VIPR1 (Vasoactive Intestinal Peptide Receptor 1), also known as VPAC1. is a G protein-coupled receptor that binds vasoactive intestinal peptide (VIP) and pituitary adenylate cyclase-activating polypeptide (PACAP). It plays critical roles in modulating neurotransmission, immune responses, and endocrine functions. VIPR1 is widely expressed in tissues, including the brain, lungs, gastrointestinal tract, and immune cells. Its activation triggers cAMP signaling pathways, influencing cell proliferation, cytokine secretion, and smooth muscle relaxation.

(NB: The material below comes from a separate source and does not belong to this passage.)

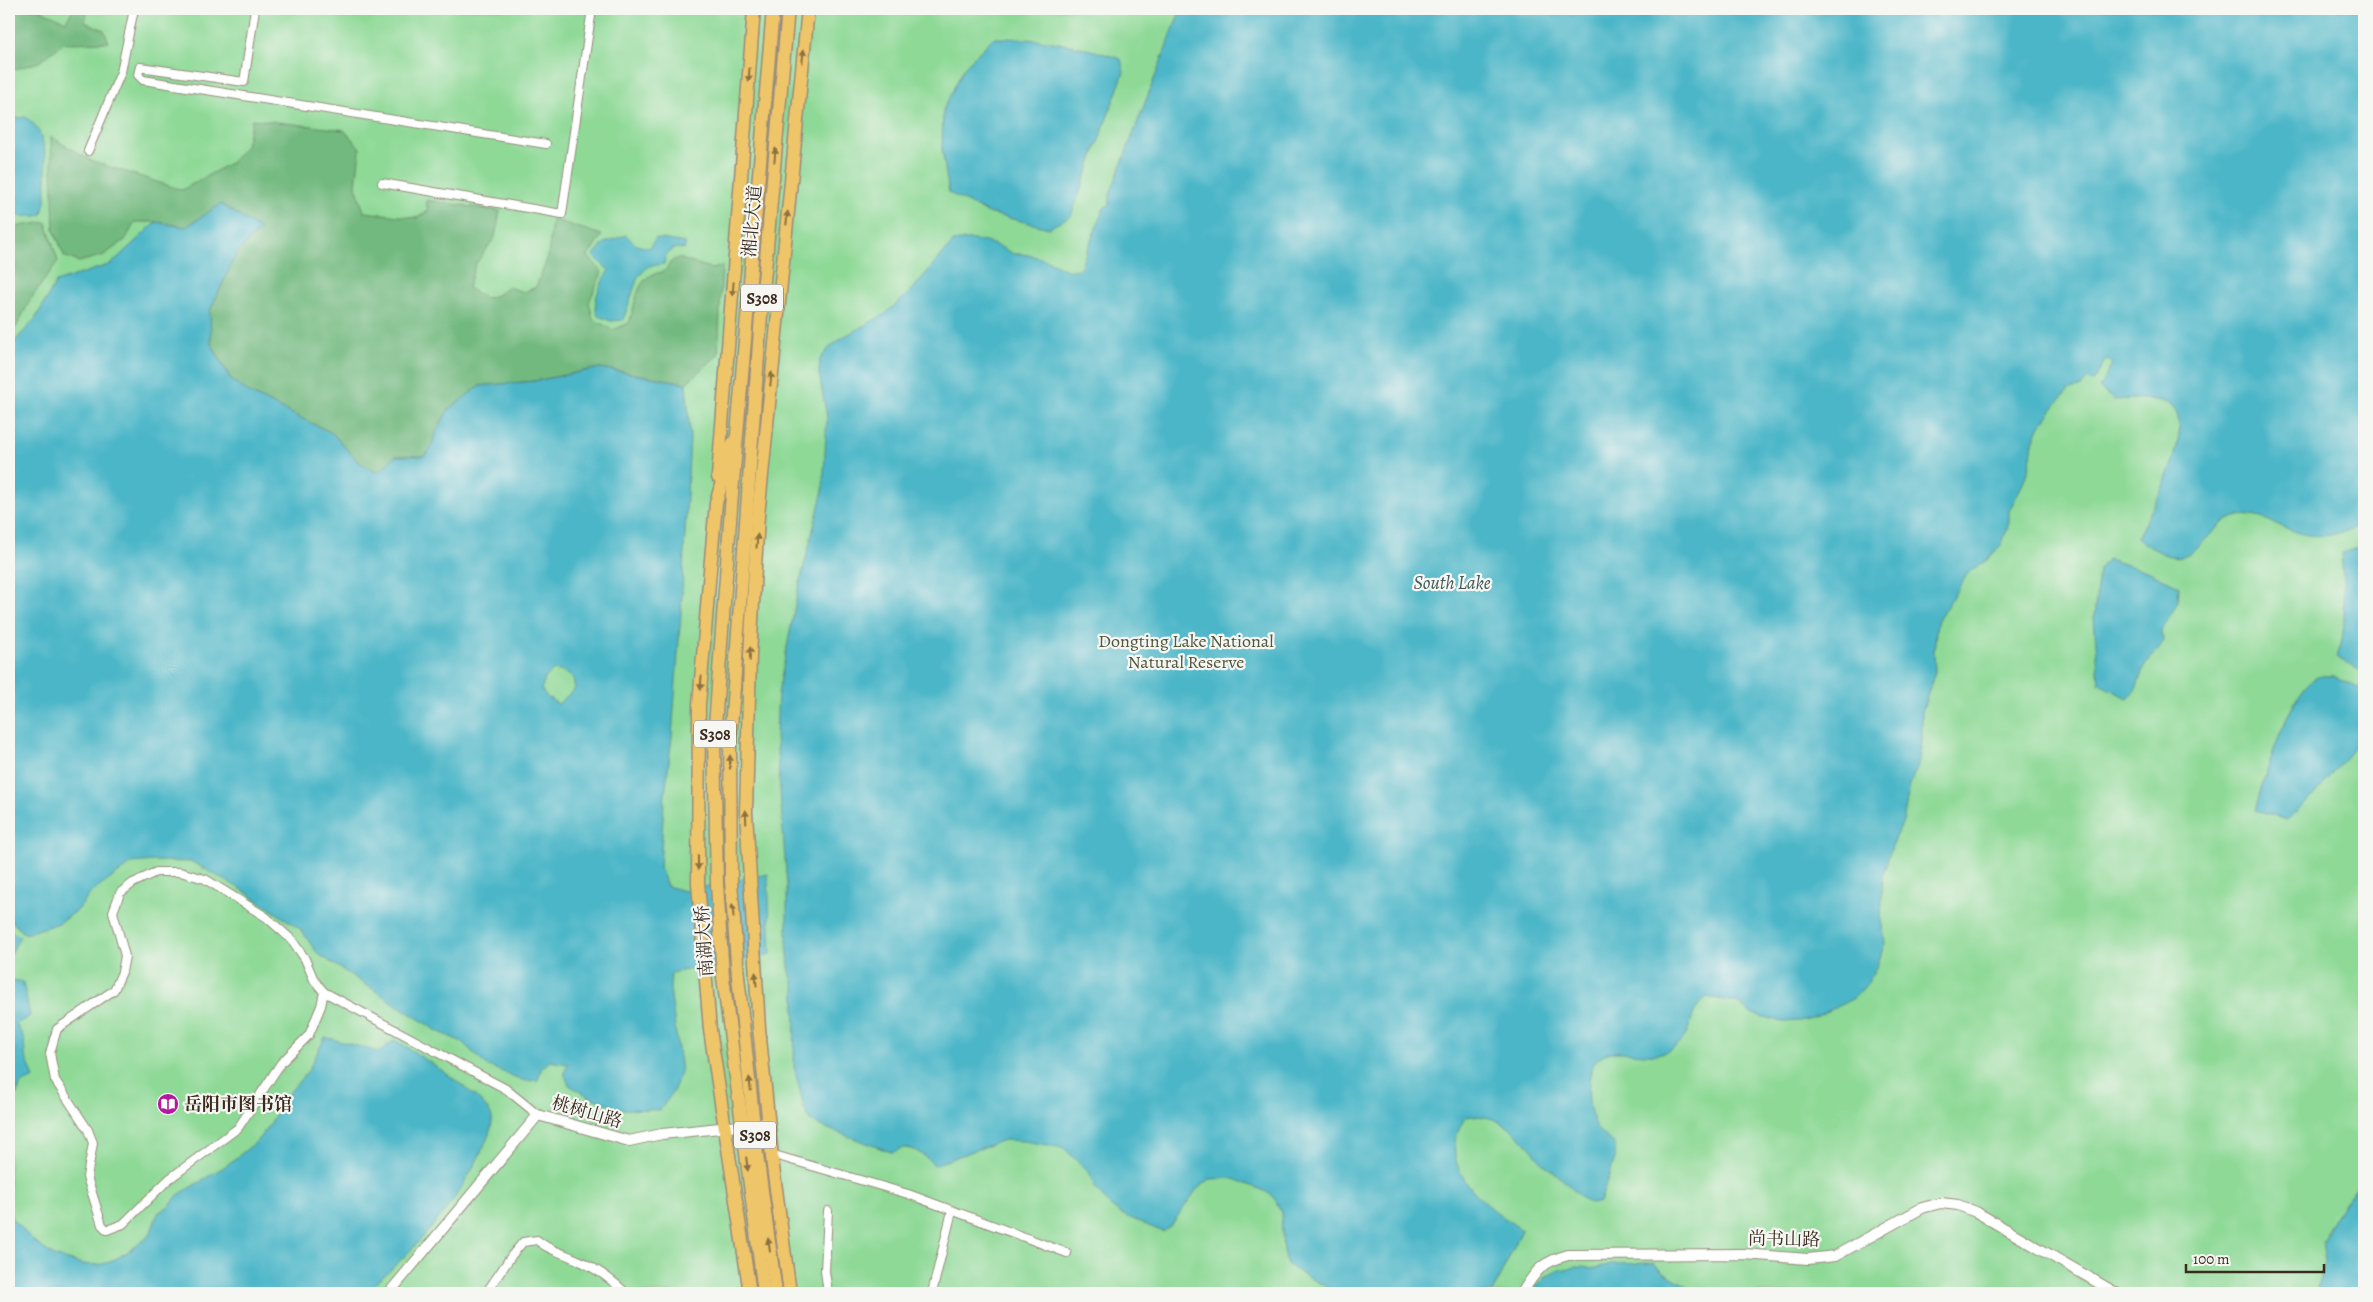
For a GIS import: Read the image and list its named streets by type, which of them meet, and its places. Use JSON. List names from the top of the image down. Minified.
{"streets":{"main road":["湘北大道","S308","南湖大桥"],"street":["桃树山路","尚书山路"]},"crossings":[["湘北大道","南湖大桥"]],"water":["South Lake"],"parks":["Dongting Lake National Natural Reserve"],"places":{"library":["岳阳市图书馆"]},"scale_bar":"100 m"}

Antibodies targeting VIPR1 are essential tools for studying its expression, localization, and function in physiological and pathological contexts. They are utilized in techniques like immunohistochemistry, flow cytometry, and Western blotting to investigate VIPR1's involvement in diseases such as cancer, chronic inflammation, and metabolic disorders. For example, VIPR1 overexpression has been linked to tumor growth and immune evasion, making it a potential therapeutic target.
Developing VIPR1 antibodies presents challenges due to the receptor's structural complexity and homology with VIPR2 (VPAC2). Both polyclonal and monoclonal antibodies have been generated, with specificity validated through knockout controls or competitive binding assays. Recent research also explores therapeutic applications, including antibody-based strategies to block VIPR1 signaling in autoimmune diseases or to enhance receptor activation in neurodegenerative conditions. These antibodies continue to advance our understanding of VIPR1's multifaceted roles in health and disease.